このディスクは2枚組で,バッハの無伴奏ヴァイオリンの他にレーガーの前奏曲とフーガ ロ短調作品117-1, ト短調作品117-2,シャコンヌト短調作品117-4が収められています。意図があっての組み合わせということですが,普段聴く機会のないレーガーが聴けるというのは貴重と思うものの,私にとっては有り難くない企画。やっぱりバッハ全曲にして欲しかったです。

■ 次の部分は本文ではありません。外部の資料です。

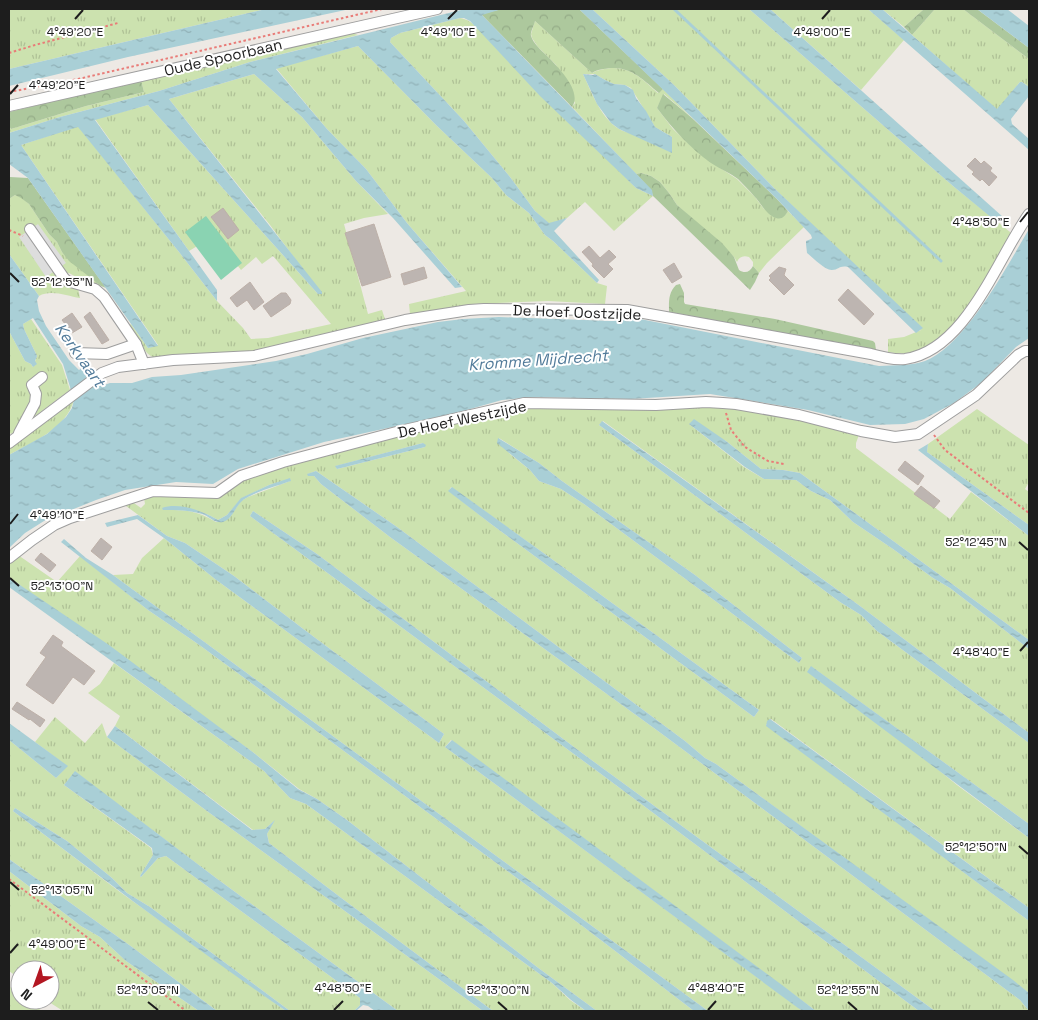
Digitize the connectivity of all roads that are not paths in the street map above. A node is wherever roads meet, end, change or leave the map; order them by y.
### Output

なお,海外のマイナーレーベルなのに日本語の解説が付いているのは有り難いですね。(輸入盤とはいえ日本人演奏家のディスクなのですから,これくらいの配慮は当たり前と思うのですが...)

■ この記事へのコメント

本当に素晴らしかったです。近年聴いた中では傑出した演奏だと思いました。この方がまだ30前とは・・・驚きです。
録音は、やはり私もすっきりとしないものを感じました。同レーベルからは無伴奏チェロ組曲も出していましたが(ヴァシリエワさん)、同じような締りのある音で録ってほしかったというのが正直なところです。とはいっても好録音と言われれば否定はしません、気持はわかります。
クラシックの録音は、他のジャンルに比べて残響を重視しすぎている気がします。コンサートホールでの響きより、こじんまりとした個室で親密な音を聞きたい私にとっては少し歯がゆい現状です。
2011.04.27 at 22:47 #- URL [Edit]
T.S.
コメント有り難うございます。
最近の若い人は技術面で優れた方が多いですが,音楽面でもこれだけのものを出せる人はそういないですね。
録音に関しては私も同じ思いです。制作側も聴く側もコンサート会場の再現が理想だという固定概念があるからではないでしょうか。これが変わらない限り残響まみれの録音が生み出され続ける現状は変わらないと思います。どんなに頑張っても実際のコンサート会場の完璧な再現は難しいのですから,そこを目指すのではなく録音だからこそできる体験をさせてほしいものです。